Con el inicio del año 2026 se marca un punto de inflexión para el municipio de Soledad. Se trata de una nueva oportunidad, tras varios procesos fallidos, para la escogencia del operador que asumirá, durante las próximas tres décadas, la prestación de los servicios de acueducto y alcantarillado, que en la actualidad cuentan con una cobertura del 87,9 % y 71,1 %, respectivamente.
Durante el mes de diciembre, en medio de las festividades de Navidad y cierre de año, el Concejo de este municipio entregó una serie de facultades a la alcaldesa Alcira Sandoval para dar inicio a un nuevo proceso licitatorio, que trasciende lo contractual y compromete, de forma directa, la calidad de vida de miles de ciudadanos y la competitividad de un municipio.
Durante las dos últimas administraciones, la prestación de estos servicios esenciales ha estado atrapada en medio de un vaivén de disputas administrativas y jurídicas derivadas del contrato de concesión suscrito a comienzos de este siglo con la Triple A.
Si bien dicho vínculo finalizó en 2021, varias prórrogas se han firmado para evitar la suspensión del servicio a causa de la imposibilidad de sacar adelante el plan de buscar un nuevo operador. La más reciente de estas extensiones fue por tres meses y estará vigente hasta marzo, cuando se espera que ya se haya definido el nombre del nuevo responsable de tan vitales servicios.
Para las autoridades locales, esta prórroga no se concibe como una extensión abierta ni como un beneficio al concesionario, sino como una herramienta transitoria de la que se ha hecho uso ante la necesidad de asegurar una transición ordenada que no afecte la continuidad ni calidad del servicio para los habitantes.
También se trata de un tiempo prudencial para que la planta de tratamiento de agua potable Cruz de Mayo, que a la fecha está ejecutada en un 100 %, sea entregada al municipio, tal como se contemplaba en el contrato inicial. Y es que dicha infraestructura se visiona como pieza clave para beneficiar directamente a miles de usuarios ubicados en las zonas del casco viejo y Oasis, quienes actualmente dependen del suministro proveniente de Barranquilla.
Sin embargo, el camino que queda por recorrer es, como bien dice el refrán, largo y culebrero. No solo por la complejidad técnica del proceso, sino por las tensiones jurídicas y políticas que inevitablemente acompañarán la definición del nuevo modelo de prestación. Más aún cuando actualmente está activo un proceso arbitral en la Cámara de Comercio de Bogotá, donde se disputa una porción del territorio denominada ‘Zona Triple A’.

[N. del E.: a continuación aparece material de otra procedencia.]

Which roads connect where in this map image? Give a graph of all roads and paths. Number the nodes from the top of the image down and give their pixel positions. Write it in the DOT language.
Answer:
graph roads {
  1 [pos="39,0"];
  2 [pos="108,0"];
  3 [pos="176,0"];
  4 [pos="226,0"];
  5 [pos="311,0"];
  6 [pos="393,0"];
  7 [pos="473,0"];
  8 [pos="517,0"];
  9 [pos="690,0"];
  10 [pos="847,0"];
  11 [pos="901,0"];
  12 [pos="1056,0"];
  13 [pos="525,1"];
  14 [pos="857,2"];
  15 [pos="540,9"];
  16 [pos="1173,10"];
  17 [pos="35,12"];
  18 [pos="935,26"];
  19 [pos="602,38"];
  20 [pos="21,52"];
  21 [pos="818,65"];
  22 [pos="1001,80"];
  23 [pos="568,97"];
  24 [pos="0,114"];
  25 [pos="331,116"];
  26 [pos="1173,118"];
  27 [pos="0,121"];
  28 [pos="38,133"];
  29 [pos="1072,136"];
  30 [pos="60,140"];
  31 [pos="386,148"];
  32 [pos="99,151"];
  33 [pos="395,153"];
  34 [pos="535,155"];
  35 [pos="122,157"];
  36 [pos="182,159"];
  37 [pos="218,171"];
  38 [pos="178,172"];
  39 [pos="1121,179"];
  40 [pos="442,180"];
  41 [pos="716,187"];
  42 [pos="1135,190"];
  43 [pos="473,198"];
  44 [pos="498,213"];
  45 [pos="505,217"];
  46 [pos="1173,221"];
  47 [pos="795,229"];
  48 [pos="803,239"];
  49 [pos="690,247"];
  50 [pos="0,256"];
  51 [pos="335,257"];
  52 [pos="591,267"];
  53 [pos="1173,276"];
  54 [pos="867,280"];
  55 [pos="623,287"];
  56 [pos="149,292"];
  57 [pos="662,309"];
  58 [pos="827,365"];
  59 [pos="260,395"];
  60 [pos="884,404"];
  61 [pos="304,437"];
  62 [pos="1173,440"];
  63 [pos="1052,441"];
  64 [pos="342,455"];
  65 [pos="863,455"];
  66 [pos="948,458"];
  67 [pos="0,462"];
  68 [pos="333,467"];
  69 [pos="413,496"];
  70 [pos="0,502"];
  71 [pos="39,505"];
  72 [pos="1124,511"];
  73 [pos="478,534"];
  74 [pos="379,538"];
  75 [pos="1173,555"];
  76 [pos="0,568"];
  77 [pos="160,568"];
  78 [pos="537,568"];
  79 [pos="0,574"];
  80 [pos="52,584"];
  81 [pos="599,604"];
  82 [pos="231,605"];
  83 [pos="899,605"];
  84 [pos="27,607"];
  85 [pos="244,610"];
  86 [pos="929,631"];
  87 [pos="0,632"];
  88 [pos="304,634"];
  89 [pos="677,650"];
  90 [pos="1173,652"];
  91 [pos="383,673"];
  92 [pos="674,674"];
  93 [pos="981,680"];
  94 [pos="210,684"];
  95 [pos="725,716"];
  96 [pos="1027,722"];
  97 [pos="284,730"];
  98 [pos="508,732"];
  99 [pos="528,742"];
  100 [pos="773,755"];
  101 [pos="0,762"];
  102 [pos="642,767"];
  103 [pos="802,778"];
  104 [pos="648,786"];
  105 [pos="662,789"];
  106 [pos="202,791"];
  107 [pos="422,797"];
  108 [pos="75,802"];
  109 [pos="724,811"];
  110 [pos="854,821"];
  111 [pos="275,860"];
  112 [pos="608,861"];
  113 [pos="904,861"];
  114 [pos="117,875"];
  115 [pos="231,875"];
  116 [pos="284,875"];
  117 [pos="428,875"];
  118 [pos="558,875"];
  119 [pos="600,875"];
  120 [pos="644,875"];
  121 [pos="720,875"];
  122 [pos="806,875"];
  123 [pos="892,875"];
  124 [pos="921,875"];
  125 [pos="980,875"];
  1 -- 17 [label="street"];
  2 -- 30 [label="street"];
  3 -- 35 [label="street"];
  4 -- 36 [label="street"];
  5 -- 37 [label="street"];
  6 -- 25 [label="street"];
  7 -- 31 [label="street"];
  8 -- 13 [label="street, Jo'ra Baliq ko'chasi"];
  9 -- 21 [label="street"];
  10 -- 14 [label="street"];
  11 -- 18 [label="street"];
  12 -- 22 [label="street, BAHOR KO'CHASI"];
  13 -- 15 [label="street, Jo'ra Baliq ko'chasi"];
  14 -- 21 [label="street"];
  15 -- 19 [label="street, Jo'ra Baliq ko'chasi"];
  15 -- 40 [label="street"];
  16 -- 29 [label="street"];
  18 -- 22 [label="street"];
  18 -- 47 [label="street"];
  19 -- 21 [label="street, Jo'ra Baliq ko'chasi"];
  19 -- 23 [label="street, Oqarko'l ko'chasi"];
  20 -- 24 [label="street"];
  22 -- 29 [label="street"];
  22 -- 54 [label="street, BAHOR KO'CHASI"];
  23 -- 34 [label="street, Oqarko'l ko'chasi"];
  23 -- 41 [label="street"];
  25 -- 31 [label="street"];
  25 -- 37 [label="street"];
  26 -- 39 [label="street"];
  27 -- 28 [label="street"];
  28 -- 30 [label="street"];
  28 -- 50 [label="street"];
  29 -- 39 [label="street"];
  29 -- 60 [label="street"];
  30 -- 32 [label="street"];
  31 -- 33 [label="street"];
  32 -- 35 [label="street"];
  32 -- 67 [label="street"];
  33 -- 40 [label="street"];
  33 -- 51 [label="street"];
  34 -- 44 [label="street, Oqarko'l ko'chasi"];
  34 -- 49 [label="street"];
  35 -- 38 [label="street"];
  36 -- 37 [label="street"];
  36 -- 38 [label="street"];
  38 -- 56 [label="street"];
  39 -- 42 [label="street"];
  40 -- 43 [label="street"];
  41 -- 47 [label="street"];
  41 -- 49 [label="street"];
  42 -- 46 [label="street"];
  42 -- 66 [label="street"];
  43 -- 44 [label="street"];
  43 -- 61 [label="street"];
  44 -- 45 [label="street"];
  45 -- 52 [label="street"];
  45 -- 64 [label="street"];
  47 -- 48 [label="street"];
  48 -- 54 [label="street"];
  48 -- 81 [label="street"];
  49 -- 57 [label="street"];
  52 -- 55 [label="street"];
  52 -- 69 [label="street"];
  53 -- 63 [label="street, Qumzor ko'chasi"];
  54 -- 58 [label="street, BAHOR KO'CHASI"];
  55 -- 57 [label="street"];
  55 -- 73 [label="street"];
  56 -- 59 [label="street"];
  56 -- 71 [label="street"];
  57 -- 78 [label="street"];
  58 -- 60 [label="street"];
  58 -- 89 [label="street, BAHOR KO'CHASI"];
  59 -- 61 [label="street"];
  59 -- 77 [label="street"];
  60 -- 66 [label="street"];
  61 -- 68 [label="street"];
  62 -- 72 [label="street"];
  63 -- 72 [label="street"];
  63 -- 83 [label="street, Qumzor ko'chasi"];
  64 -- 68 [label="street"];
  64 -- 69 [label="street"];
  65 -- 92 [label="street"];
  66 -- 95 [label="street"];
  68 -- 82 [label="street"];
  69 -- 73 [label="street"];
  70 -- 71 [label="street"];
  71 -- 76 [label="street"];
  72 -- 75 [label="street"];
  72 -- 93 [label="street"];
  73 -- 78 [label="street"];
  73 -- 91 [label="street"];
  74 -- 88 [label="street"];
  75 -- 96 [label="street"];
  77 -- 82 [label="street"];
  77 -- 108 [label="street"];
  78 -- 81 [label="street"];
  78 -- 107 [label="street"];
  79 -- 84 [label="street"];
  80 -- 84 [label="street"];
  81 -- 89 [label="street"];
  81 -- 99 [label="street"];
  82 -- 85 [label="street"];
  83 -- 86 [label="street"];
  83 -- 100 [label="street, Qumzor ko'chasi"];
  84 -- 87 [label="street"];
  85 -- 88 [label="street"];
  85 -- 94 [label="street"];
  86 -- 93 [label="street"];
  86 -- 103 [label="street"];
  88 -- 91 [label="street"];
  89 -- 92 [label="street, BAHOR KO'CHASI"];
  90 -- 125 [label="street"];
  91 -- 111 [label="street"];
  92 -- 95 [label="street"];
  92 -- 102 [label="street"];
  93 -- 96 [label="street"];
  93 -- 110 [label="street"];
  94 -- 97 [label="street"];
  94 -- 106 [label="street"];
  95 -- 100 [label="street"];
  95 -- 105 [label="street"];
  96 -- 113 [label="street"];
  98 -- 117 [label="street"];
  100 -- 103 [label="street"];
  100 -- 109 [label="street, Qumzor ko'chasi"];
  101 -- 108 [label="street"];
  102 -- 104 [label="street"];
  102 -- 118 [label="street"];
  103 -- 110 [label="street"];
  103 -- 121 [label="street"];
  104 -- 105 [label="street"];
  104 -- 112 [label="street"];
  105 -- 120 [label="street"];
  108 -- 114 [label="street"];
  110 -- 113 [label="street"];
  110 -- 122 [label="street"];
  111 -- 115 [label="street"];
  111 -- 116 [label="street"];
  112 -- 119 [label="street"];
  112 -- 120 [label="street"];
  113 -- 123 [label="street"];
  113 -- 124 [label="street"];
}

Se trata de cerca de 35 barrios tales como Los Cedros, Villa Las Moras, Villa Estadio, Nuevo Horizonte, Los Robles, Villa Katanga, Las Colonias, Las Trinitarias, Las Gaviotas ll y El Éxito que –de acuerdo con los argumentos de la empresa de servicios públicos– cuentan con redes de la Triple A desde antes de la entrada en vigencia del contrato de concesión. Es decir, los usuarios allí localizados conforman un mercado de su titularidad, no sujeto al proceso de reversión.
Ante esta gran encrucijada, que puede poner en jaque el proceso de licitación, la postura del municipio ha sido contundente: el contrato de concesión abarca la totalidad del territorio, sin distinciones ni exclusiones de zonas específicas.
Asimismo, desde la administración municipal se ha señalado que la estructuración del proceso licitatorio exige contar con estudios técnicos actualizados y rigurosos, así como la definición de eventuales soluciones transitorias que permitan atender las zonas hoy en controversia, en caso de que el Tribunal de Arbitramento aún no haya emitido un fallo definitivo al momento de adjudicar el nuevo contrato.
Lo que está en juego no es un simple cambio de operador ni un debate técnico reservado a los despachos jurídicos. Se trata de una decisión estructural que marcará el rumbo del municipio durante los próximos 30 años. Por ello, el proceso que hoy se inicia debe estar guiado por criterios de transparencia, rigor técnico y planeación de largo plazo, lejos de improvisaciones, presiones políticas o intereses particulares.